● **Your assignment**
Retype all of the data without changing a single word.

● **Provided records**
§
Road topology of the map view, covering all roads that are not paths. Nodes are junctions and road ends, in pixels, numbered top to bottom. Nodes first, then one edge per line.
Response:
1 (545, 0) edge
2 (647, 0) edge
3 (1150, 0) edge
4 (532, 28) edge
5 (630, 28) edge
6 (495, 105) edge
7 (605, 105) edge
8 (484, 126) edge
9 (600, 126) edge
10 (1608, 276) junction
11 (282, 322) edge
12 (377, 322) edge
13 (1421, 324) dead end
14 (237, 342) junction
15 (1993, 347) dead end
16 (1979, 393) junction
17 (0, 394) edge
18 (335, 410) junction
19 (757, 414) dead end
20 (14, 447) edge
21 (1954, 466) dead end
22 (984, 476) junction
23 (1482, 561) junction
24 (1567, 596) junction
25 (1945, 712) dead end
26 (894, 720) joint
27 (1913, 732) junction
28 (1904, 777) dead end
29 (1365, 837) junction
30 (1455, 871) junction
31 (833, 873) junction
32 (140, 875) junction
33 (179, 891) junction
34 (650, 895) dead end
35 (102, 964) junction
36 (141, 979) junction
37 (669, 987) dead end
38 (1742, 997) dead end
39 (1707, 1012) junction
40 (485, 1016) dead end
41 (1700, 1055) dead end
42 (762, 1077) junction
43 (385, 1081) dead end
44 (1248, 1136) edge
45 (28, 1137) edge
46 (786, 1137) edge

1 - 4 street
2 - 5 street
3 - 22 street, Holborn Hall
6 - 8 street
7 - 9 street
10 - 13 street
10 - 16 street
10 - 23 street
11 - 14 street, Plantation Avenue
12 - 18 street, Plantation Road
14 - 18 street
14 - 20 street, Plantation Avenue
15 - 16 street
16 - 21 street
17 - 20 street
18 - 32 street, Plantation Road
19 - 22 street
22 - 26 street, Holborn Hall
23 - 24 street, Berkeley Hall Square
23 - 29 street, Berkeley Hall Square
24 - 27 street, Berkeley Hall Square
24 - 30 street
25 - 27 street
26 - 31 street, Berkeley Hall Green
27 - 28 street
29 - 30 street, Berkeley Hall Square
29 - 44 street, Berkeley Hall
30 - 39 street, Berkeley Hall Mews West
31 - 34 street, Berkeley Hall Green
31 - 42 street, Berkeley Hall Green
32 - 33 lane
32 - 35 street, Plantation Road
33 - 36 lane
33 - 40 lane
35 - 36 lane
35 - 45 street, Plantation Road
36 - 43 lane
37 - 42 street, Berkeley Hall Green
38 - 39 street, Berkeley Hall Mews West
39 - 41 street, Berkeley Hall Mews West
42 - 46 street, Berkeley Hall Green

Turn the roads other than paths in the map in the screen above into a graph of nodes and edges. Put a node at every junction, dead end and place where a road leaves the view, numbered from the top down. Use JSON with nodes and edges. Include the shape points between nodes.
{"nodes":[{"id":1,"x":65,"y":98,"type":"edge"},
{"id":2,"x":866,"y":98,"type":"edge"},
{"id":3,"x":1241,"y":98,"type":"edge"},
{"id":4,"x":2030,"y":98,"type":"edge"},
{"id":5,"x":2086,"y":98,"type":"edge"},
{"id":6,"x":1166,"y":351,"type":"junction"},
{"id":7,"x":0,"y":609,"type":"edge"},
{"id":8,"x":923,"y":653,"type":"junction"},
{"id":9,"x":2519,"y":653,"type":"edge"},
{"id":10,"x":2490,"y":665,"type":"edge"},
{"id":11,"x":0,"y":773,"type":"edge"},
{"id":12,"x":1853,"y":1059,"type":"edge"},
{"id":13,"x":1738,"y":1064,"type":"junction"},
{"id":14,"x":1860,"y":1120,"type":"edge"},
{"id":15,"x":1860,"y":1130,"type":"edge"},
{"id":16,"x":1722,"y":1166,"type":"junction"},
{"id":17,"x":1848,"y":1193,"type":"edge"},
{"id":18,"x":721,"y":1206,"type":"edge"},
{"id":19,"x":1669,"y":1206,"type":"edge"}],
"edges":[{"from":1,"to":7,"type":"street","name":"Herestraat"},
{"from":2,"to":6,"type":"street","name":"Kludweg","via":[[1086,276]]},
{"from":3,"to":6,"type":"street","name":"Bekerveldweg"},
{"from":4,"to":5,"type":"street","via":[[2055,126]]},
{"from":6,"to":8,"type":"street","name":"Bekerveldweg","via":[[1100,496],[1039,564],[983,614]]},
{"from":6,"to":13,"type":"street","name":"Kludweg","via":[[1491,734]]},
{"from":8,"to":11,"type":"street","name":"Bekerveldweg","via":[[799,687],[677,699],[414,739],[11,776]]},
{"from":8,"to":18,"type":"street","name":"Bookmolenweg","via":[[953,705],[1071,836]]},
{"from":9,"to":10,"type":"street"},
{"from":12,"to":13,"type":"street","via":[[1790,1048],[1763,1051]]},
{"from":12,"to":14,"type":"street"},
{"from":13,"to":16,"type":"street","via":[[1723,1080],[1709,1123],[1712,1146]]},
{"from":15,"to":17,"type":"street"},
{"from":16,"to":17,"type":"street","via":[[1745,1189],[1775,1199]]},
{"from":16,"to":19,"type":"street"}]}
§
● **Answer box**
Road topology of the map view, covering all roads that are not paths. Nodes are junctions and road ends, in pixels, numbered top to bottom. Nodes first, then one edge per line.
Response:
1 (545, 0) edge
2 (647, 0) edge
3 (1150, 0) edge
4 (532, 28) edge
5 (630, 28) edge
6 (495, 105) edge
7 (605, 105) edge
8 (484, 126) edge
9 (600, 126) edge
10 (1608, 276) junction
11 (282, 322) edge
12 (377, 322) edge
13 (1421, 324) dead end
14 (237, 342) junction
15 (1993, 347) dead end
16 (1979, 393) junction
17 (0, 394) edge
18 (335, 410) junction
19 (757, 414) dead end
20 (14, 447) edge
21 (1954, 466) dead end
22 (984, 476) junction
23 (1482, 561) junction
24 (1567, 596) junction
25 (1945, 712) dead end
26 (894, 720) joint
27 (1913, 732) junction
28 (1904, 777) dead end
29 (1365, 837) junction
30 (1455, 871) junction
31 (833, 873) junction
32 (140, 875) junction
33 (179, 891) junction
34 (650, 895) dead end
35 (102, 964) junction
36 (141, 979) junction
37 (669, 987) dead end
38 (1742, 997) dead end
39 (1707, 1012) junction
40 (485, 1016) dead end
41 (1700, 1055) dead end
42 (762, 1077) junction
43 (385, 1081) dead end
44 (1248, 1136) edge
45 (28, 1137) edge
46 (786, 1137) edge

1 - 4 street
2 - 5 street
3 - 22 street, Holborn Hall
6 - 8 street
7 - 9 street
10 - 13 street
10 - 16 street
10 - 23 street
11 - 14 street, Plantation Avenue
12 - 18 street, Plantation Road
14 - 18 street
14 - 20 street, Plantation Avenue
15 - 16 street
16 - 21 street
17 - 20 street
18 - 32 street, Plantation Road
19 - 22 street
22 - 26 street, Holborn Hall
23 - 24 street, Berkeley Hall Square
23 - 29 street, Berkeley Hall Square
24 - 27 street, Berkeley Hall Square
24 - 30 street
25 - 27 street
26 - 31 street, Berkeley Hall Green
27 - 28 street
29 - 30 street, Berkeley Hall Square
29 - 44 street, Berkeley Hall
30 - 39 street, Berkeley Hall Mews West
31 - 34 street, Berkeley Hall Green
31 - 42 street, Berkeley Hall Green
32 - 33 lane
32 - 35 street, Plantation Road
33 - 36 lane
33 - 40 lane
35 - 36 lane
35 - 45 street, Plantation Road
36 - 43 lane
37 - 42 street, Berkeley Hall Green
38 - 39 street, Berkeley Hall Mews West
39 - 41 street, Berkeley Hall Mews West
42 - 46 street, Berkeley Hall Green

Turn the roads other than paths in the map in the screen above into a graph of nodes and edges. Put a node at every junction, dead end and place where a road leaves the view, numbered from the top down. Use JSON with nodes and edges. Include the shape points between nodes.
{"nodes":[{"id":1,"x":65,"y":98,"type":"edge"},
{"id":2,"x":866,"y":98,"type":"edge"},
{"id":3,"x":1241,"y":98,"type":"edge"},
{"id":4,"x":2030,"y":98,"type":"edge"},
{"id":5,"x":2086,"y":98,"type":"edge"},
{"id":6,"x":1166,"y":351,"type":"junction"},
{"id":7,"x":0,"y":609,"type":"edge"},
{"id":8,"x":923,"y":653,"type":"junction"},
{"id":9,"x":2519,"y":653,"type":"edge"},
{"id":10,"x":2490,"y":665,"type":"edge"},
{"id":11,"x":0,"y":773,"type":"edge"},
{"id":12,"x":1853,"y":1059,"type":"edge"},
{"id":13,"x":1738,"y":1064,"type":"junction"},
{"id":14,"x":1860,"y":1120,"type":"edge"},
{"id":15,"x":1860,"y":1130,"type":"edge"},
{"id":16,"x":1722,"y":1166,"type":"junction"},
{"id":17,"x":1848,"y":1193,"type":"edge"},
{"id":18,"x":721,"y":1206,"type":"edge"},
{"id":19,"x":1669,"y":1206,"type":"edge"}],
"edges":[{"from":1,"to":7,"type":"street","name":"Herestraat"},
{"from":2,"to":6,"type":"street","name":"Kludweg","via":[[1086,276]]},
{"from":3,"to":6,"type":"street","name":"Bekerveldweg"},
{"from":4,"to":5,"type":"street","via":[[2055,126]]},
{"from":6,"to":8,"type":"street","name":"Bekerveldweg","via":[[1100,496],[1039,564],[983,614]]},
{"from":6,"to":13,"type":"street","name":"Kludweg","via":[[1491,734]]},
{"from":8,"to":11,"type":"street","name":"Bekerveldweg","via":[[799,687],[677,699],[414,739],[11,776]]},
{"from":8,"to":18,"type":"street","name":"Bookmolenweg","via":[[953,705],[1071,836]]},
{"from":9,"to":10,"type":"street"},
{"from":12,"to":13,"type":"street","via":[[1790,1048],[1763,1051]]},
{"from":12,"to":14,"type":"street"},
{"from":13,"to":16,"type":"street","via":[[1723,1080],[1709,1123],[1712,1146]]},
{"from":15,"to":17,"type":"street"},
{"from":16,"to":17,"type":"street","via":[[1745,1189],[1775,1199]]},
{"from":16,"to":19,"type":"street"}]}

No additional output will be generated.